*TO DO:*
Every line from the start of the records through the line with "Extract the road" is to be written out exactly; pictures are not.

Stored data
Content starts

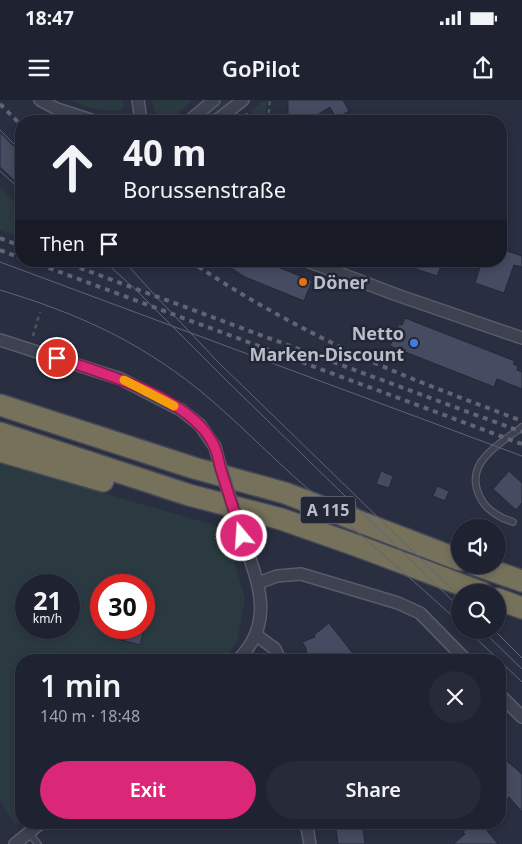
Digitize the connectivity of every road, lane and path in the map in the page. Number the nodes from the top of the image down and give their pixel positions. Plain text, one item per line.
1 (40, 100) edge
2 (138, 100) edge
3 (214, 100) edge
4 (270, 100) edge
5 (244, 106) edge
6 (76, 115) edge
7 (140, 115) edge
8 (196, 115) edge
9 (227, 115) edge
10 (269, 115) edge
11 (323, 267) edge
12 (40, 312) dead end
13 (33, 336) dead end
14 (522, 338) edge
15 (0, 340) edge
16 (0, 390) edge
17 (0, 405) edge
18 (522, 427) edge
19 (0, 433) edge
20 (96, 437) junction
21 (0, 451) edge
22 (189, 495) junction
23 (514, 522) dead end
24 (451, 557) edge
25 (502, 574) edge
26 (522, 581) edge
27 (258, 583) junction
28 (459, 584) edge
29 (506, 602) edge
30 (522, 608) edge
31 (256, 635) junction
32 (243, 654) edge
33 (277, 654) edge
34 (460, 654) edge
35 (506, 700) edge
36 (522, 717) edge
37 (34, 829) edge
38 (307, 829) edge
39 (29, 833) junction
40 (15, 844) edge
41 (38, 844) edge
42 (310, 844) edge

1 - 6 street
2 - 7 street
3 - 8 street
4 - 10 path
5 - 9 street
11 - 14 street
12 - 13 path
15 - 27 street, bridge
16 - 20 highway
17 - 20 highway, A 115
18 - 23 lane
19 - 22 highway, A 115
20 - 24 highway, A 115
21 - 22 highway
22 - 28 highway, A 115
25 - 26 highway
27 - 31 street
27 - 34 street
29 - 30 highway
31 - 32 street
31 - 33 street
35 - 36 street
37 - 39 street
38 - 42 street
39 - 40 street
39 - 41 lane

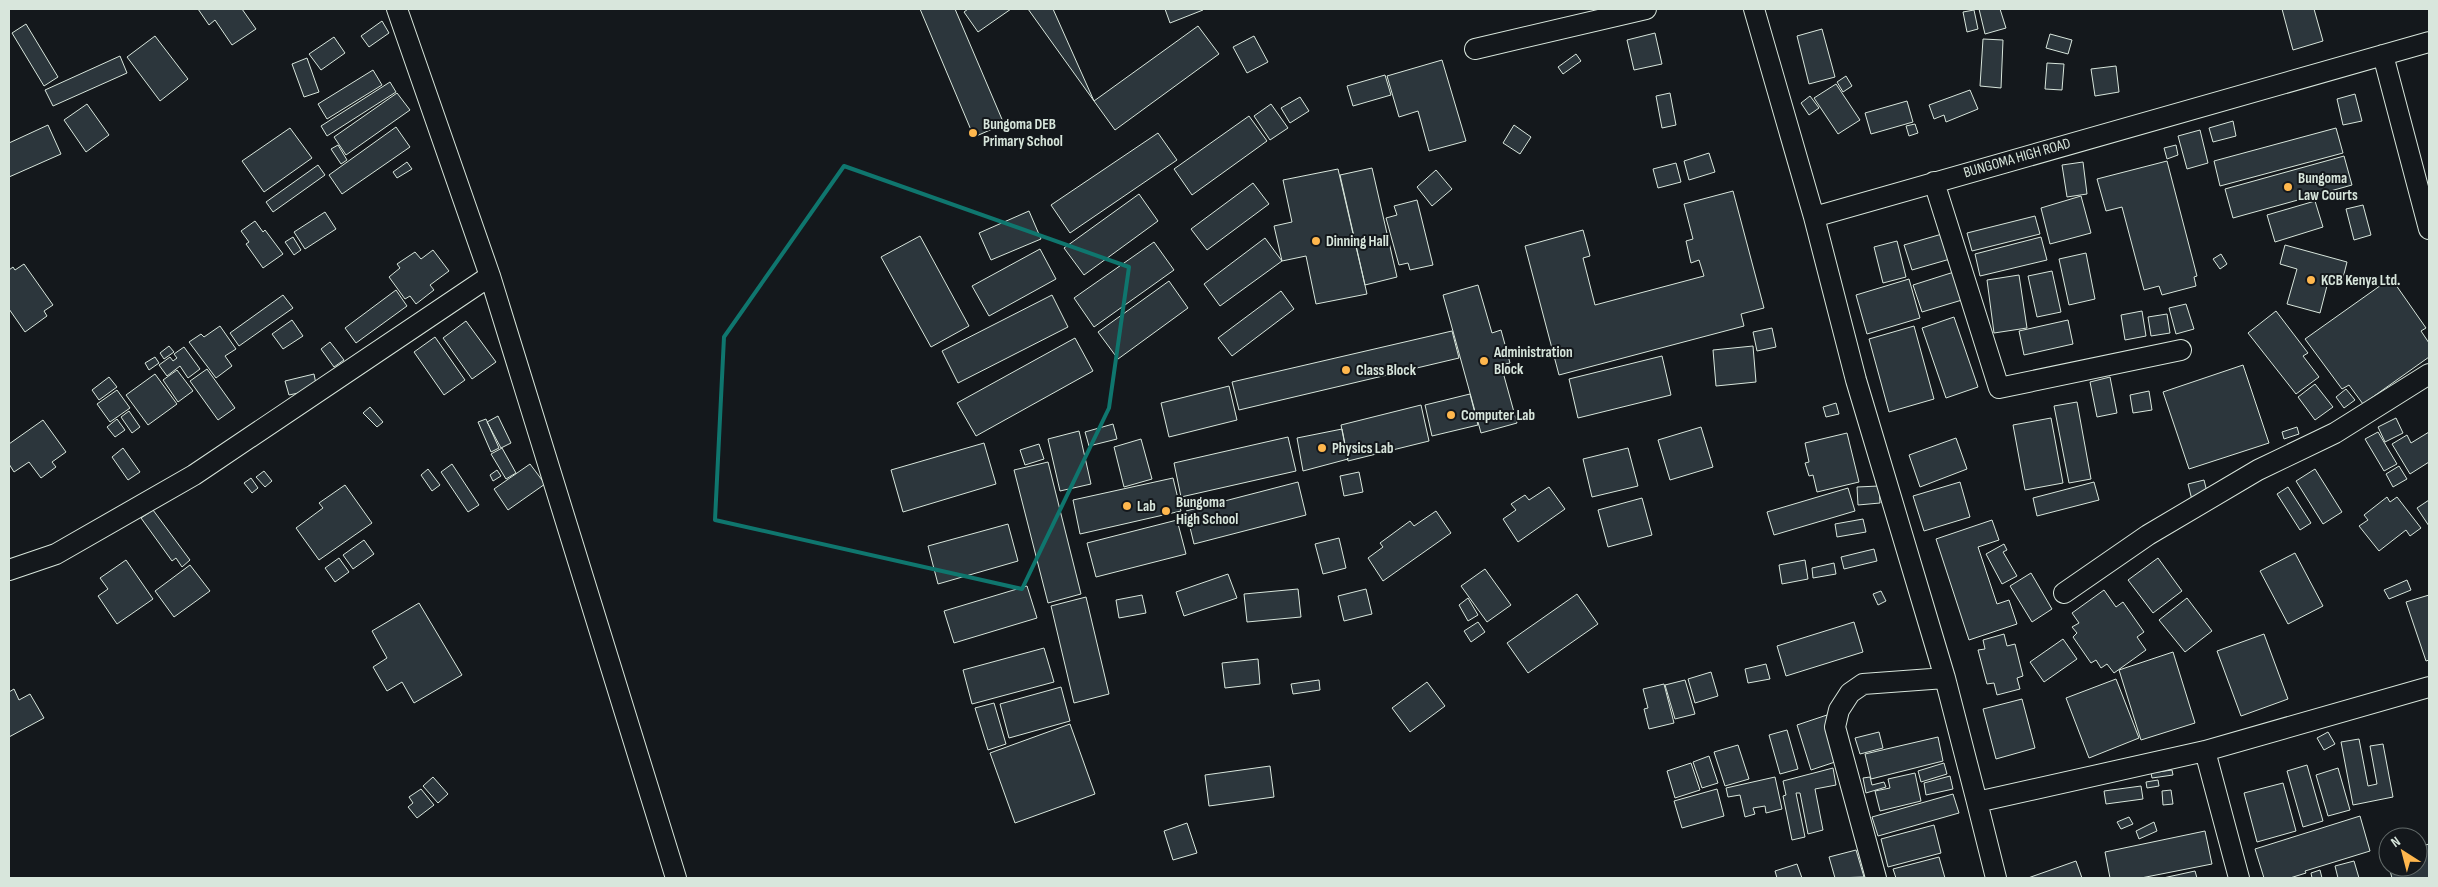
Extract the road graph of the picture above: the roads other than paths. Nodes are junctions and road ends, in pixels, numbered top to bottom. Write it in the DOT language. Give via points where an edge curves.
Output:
graph roads {
  1 [pos="397,9"];
  2 [pos="1646,9"];
  3 [pos="1754,9"];
  4 [pos="2429,42"];
  5 [pos="1475,48"];
  6 [pos="2383,55"];
  7 [pos="1934,182"];
  8 [pos="1814,217"];
  9 [pos="2429,229"];
  10 [pos="490,276"];
  11 [pos="2181,350"];
  12 [pos="2429,374"];
  13 [pos="9,570"];
  14 [pos="2064,593"];
  15 [pos="1945,678"];
  16 [pos="2429,687"];
  17 [pos="2205,751"];
  18 [pos="1977,802"];
  19 [pos="676,878"];
  20 [pos="1876,878"];
  21 [pos="1996,878"];
  22 [pos="2239,878"];
  1 -- 10 [label="street"];
  2 -- 5 [label="street"];
  3 -- 8 [label="street"];
  4 -- 6 [label="street, BUNGOMA HIGH ROAD"];
  6 -- 7 [label="street, BUNGOMA HIGH ROAD"];
  6 -- 9 [label="street"];
  7 -- 8 [label="street, BUNGOMA HIGH ROAD"];
  7 -- 11 [label="street" via="1999,388"];
  8 -- 15 [label="street" via="1856,380"];
  10 -- 13 [label="street" via="194,475 56,554"];
  10 -- 19 [label="street"];
  12 -- 14 [label="street" via="2335,433 2258,470 2148,535"];
  15 -- 18 [label="street"];
  15 -- 20 [label="street" via="1863,684 1850,693 1839,710 1835,727"];
  16 -- 17 [label="street"];
  17 -- 18 [label="street"];
  17 -- 22 [label="street"];
  18 -- 21 [label="street"];
}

Content ends

*THE ANSWER:*
Digitize the connectivity of every road, lane and path in the map in the page. Number the nodes from the top of the image down and give their pixel positions. Plain text, one item per line.
1 (40, 100) edge
2 (138, 100) edge
3 (214, 100) edge
4 (270, 100) edge
5 (244, 106) edge
6 (76, 115) edge
7 (140, 115) edge
8 (196, 115) edge
9 (227, 115) edge
10 (269, 115) edge
11 (323, 267) edge
12 (40, 312) dead end
13 (33, 336) dead end
14 (522, 338) edge
15 (0, 340) edge
16 (0, 390) edge
17 (0, 405) edge
18 (522, 427) edge
19 (0, 433) edge
20 (96, 437) junction
21 (0, 451) edge
22 (189, 495) junction
23 (514, 522) dead end
24 (451, 557) edge
25 (502, 574) edge
26 (522, 581) edge
27 (258, 583) junction
28 (459, 584) edge
29 (506, 602) edge
30 (522, 608) edge
31 (256, 635) junction
32 (243, 654) edge
33 (277, 654) edge
34 (460, 654) edge
35 (506, 700) edge
36 (522, 717) edge
37 (34, 829) edge
38 (307, 829) edge
39 (29, 833) junction
40 (15, 844) edge
41 (38, 844) edge
42 (310, 844) edge

1 - 6 street
2 - 7 street
3 - 8 street
4 - 10 path
5 - 9 street
11 - 14 street
12 - 13 path
15 - 27 street, bridge
16 - 20 highway
17 - 20 highway, A 115
18 - 23 lane
19 - 22 highway, A 115
20 - 24 highway, A 115
21 - 22 highway
22 - 28 highway, A 115
25 - 26 highway
27 - 31 street
27 - 34 street
29 - 30 highway
31 - 32 street
31 - 33 street
35 - 36 street
37 - 39 street
38 - 42 street
39 - 40 street
39 - 41 lane

Extract the road graph of the picture above: the roads other than paths. Nodes are junctions and road ends, in pixels, numbered top to bottom. Write it in the DOT language. Give via points where an edge curves.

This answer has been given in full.